Majority of Canadians worry about impact of interest rates

H&R Block highlights new tax perks and credits to lessen financial strain on Canadians

Majority of Canadians worry about impact of interest rates

A recent poll conducted by H&R Block reveals that even Canadians who believe they make a fair income are concerned about the cost of living and making ends meet.

Eighty-five percent of Canadians report their salary isn't keeping up with inflation, and 79% say that rising living costs make it difficult to pay for basic home necessities like food, petrol, and vital household items. More than half (58%) of Canadians are concerned about how rising interest rates would influence their capacity to pay off debt, such as credit card, loan, and mortgage payments - a concern that extends beyond basic expenditures.

Along with cutting back on spending, 28% of respondents have started a side business or gig to increase their income, and another 15% are considering starting one in the future.

"Canadians are reacting to inflationary and interest rate pressures with a push-pull mindset. Many are looking to curb their spending and seek out additional sources of income," said Peter Bruno, President, H&R Block Canada.

H&R Block highlights the several new and updated tax credits and deductions available to offset cost of living increases at a time when Canadians are increasingly more reliant on a tax refund and reducing any money due.

"More than ever, Canadians are relying on a tax refund to help ease their financial situation.

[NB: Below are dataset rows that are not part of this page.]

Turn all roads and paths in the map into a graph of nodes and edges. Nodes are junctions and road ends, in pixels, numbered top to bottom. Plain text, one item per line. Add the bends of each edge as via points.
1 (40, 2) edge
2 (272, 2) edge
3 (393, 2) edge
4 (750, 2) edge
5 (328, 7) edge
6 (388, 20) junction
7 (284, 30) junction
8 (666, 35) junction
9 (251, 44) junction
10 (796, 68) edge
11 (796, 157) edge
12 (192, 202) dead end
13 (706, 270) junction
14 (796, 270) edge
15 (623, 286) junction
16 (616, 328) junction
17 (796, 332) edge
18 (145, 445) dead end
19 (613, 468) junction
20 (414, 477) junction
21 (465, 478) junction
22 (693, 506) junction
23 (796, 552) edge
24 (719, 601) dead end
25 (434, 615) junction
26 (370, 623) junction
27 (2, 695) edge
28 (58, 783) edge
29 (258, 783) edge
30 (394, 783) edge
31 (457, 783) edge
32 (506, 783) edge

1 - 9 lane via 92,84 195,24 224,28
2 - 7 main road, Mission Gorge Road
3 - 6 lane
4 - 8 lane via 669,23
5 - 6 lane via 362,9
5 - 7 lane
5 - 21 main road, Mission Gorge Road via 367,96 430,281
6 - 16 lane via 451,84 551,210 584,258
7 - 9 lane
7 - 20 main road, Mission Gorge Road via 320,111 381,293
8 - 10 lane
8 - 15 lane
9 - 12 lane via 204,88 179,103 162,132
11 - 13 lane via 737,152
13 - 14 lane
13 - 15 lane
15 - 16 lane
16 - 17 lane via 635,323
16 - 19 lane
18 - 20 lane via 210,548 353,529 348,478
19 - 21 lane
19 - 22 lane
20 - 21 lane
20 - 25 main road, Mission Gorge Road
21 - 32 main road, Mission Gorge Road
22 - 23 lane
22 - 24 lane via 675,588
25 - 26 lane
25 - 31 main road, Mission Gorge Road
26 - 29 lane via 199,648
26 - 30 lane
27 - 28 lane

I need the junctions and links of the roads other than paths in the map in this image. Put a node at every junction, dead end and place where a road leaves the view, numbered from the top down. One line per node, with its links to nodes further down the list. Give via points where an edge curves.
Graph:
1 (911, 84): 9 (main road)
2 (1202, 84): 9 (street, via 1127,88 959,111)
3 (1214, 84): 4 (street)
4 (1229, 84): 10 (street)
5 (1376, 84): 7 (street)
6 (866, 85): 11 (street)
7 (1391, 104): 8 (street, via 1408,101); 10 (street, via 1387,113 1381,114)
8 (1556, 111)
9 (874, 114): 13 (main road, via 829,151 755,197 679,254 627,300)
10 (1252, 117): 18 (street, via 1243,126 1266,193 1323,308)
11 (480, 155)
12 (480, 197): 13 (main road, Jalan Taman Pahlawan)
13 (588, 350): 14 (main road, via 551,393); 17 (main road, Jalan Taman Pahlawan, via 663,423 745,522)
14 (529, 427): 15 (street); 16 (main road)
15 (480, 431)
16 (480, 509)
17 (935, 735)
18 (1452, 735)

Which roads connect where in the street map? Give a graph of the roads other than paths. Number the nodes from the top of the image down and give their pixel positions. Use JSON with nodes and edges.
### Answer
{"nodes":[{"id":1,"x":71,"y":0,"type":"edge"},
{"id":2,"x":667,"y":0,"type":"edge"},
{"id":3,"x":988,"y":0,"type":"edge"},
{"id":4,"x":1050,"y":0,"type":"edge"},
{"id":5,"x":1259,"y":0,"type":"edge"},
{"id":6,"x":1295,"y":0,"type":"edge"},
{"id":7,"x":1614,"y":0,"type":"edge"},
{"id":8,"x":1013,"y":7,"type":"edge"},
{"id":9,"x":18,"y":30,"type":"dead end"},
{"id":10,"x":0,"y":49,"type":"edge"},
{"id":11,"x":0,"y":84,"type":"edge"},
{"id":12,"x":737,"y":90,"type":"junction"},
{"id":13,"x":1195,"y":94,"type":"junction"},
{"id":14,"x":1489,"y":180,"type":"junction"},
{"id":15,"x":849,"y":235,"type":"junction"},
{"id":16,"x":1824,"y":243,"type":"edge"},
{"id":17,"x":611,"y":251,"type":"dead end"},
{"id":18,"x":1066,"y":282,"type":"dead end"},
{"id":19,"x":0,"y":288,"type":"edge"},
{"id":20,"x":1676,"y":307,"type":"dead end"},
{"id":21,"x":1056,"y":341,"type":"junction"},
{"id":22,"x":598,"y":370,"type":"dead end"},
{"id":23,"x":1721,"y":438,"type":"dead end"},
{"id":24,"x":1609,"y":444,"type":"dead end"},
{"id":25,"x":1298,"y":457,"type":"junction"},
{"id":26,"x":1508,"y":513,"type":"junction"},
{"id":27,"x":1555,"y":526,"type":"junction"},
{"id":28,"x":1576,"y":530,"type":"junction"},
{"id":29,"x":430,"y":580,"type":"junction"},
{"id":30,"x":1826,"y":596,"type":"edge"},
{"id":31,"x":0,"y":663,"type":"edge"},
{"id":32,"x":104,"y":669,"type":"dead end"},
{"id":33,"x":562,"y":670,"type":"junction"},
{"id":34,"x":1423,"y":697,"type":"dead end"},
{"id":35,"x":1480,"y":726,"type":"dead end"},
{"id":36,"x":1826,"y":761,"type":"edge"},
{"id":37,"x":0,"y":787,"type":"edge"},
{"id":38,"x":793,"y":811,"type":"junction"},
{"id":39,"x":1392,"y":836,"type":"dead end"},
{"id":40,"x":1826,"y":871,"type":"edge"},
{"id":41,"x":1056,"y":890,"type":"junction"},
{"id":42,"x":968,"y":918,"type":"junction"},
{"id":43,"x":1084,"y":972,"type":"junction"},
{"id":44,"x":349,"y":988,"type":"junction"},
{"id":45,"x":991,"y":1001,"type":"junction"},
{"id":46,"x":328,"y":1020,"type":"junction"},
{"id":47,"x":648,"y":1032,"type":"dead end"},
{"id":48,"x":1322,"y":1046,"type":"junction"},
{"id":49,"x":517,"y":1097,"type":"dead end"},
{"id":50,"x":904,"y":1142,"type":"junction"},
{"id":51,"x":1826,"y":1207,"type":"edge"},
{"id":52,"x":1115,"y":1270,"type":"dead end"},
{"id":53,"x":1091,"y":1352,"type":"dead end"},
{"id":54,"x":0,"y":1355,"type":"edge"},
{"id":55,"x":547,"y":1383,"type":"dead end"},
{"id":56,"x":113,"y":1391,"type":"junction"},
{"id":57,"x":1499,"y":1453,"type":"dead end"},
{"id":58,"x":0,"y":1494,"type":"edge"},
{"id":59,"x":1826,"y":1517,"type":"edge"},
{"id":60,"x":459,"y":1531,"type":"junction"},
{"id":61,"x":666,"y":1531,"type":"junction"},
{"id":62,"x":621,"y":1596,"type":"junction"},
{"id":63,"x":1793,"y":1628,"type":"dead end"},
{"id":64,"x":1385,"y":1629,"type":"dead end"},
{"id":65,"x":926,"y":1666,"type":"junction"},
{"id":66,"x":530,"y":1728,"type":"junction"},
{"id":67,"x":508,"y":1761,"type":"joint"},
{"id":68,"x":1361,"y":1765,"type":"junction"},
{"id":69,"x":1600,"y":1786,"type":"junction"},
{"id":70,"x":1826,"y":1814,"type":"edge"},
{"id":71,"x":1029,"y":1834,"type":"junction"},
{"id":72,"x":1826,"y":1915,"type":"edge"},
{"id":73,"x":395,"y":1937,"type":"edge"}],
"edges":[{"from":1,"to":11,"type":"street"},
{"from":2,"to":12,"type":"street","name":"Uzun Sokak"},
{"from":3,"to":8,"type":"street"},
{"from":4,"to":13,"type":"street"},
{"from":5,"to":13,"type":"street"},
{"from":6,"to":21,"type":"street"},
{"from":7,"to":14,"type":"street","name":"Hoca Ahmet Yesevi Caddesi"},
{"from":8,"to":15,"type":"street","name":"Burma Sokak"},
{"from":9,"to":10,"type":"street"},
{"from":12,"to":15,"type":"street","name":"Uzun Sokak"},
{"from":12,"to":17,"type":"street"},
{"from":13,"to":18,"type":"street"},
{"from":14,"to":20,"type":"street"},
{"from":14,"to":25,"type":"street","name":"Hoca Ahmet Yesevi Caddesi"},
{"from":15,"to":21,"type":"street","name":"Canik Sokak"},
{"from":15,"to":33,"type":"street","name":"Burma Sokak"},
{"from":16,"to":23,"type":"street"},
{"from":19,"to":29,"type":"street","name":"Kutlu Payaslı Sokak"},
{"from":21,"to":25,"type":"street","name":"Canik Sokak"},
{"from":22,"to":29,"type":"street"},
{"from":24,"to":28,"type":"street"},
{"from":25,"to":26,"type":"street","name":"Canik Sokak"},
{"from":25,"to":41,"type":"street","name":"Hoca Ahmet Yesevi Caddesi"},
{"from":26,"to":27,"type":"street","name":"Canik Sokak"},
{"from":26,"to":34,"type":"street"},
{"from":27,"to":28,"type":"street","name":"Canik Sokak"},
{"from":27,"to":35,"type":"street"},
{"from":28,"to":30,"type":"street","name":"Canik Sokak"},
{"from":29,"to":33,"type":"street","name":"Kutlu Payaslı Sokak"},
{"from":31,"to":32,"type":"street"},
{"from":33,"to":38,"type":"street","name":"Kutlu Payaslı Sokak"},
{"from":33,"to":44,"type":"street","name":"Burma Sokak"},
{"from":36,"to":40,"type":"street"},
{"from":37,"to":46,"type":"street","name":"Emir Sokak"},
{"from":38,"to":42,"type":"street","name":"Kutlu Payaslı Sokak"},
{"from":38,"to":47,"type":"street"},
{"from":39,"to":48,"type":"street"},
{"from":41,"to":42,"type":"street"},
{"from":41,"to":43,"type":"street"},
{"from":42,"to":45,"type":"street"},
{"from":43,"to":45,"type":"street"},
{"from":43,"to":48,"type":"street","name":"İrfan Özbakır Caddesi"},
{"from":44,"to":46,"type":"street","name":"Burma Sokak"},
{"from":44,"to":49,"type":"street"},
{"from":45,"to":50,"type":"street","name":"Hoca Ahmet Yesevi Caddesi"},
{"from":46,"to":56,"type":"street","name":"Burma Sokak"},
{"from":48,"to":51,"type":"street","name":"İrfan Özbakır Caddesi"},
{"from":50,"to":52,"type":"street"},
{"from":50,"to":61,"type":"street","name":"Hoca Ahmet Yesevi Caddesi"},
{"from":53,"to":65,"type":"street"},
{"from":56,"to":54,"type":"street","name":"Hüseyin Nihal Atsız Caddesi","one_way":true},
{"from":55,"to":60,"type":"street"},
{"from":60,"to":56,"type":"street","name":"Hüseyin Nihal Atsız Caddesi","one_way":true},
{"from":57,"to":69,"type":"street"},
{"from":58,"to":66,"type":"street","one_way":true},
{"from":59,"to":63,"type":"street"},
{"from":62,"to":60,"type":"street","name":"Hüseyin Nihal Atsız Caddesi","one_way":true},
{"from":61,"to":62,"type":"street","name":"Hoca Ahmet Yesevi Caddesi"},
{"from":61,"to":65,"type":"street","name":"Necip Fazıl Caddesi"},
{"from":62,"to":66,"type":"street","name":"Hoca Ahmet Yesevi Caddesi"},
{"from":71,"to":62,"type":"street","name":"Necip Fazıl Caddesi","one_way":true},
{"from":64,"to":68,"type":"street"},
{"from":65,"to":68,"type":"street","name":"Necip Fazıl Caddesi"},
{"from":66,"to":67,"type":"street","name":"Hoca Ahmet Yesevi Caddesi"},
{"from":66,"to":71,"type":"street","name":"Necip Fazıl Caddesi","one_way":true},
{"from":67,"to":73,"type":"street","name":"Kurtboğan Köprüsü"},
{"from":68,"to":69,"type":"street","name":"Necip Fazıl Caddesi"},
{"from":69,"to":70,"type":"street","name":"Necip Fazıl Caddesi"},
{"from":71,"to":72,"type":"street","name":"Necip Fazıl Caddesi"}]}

The good news is there are many new and updated tax credits and deductions,” Bruno said. “But our research shows that Canadians are struggling to navigate these changes based on their personal situation and understanding their eligibility."

The basic rule is that monthly housing expenses, including rent or mortgage payments and related tax and energy bills, shouldn't be more than 30% of gross income. Yet according to the poll, nearly half of Canadians (47%) say they spend more than this only on rent or mortgage payments, with 15% spending between 40% and 49% and 14% spending over 50% of their monthly income on these expenses.

About two-thirds of individuals have trouble understanding new tax benefits, yet many expect to receive a tax return. Refund expectations are high despite this, with 41% of Canadians stating that they anticipate receiving a return this tax season.

Due to the financial strains they are under, 40% of Canadians rely on tax refunds. One-third (33%) of respondents say they are unsure of their financial situation and 39% believe they will have to pay taxes.

In comparison to 45% of Canadians who have built a tax nest egg and 6% of those who are unsure of their level of savings, over half (49%) of Canadians claim they don't have money set aside if they owe money this filing season. Most Canadians who anticipate receiving a tax return want to use it to cover their regular living expenditures.

To assist offset the rising cost of living, qualified Canadians have access to a variety of new policies and tax credits, including:

  • Top up to the Canadian Housing Benefit
  • Quarterly Canada workers benefit (CWB)
  • New Canada Dental Benefit
  • Income tax brackets changes
  • Basic Personal Amount (BPA) increase
  • TFSA and RRSP limits increase

"The call-out to all Canadians is to file your taxes as soon as possible to make sure you have the runway to fully understand all the new benefits and credits available to you this tax season.," said Bruno. "Last year, $37 billion was put back into the pockets of Canadians through tax refunds. That number could be even higher this year."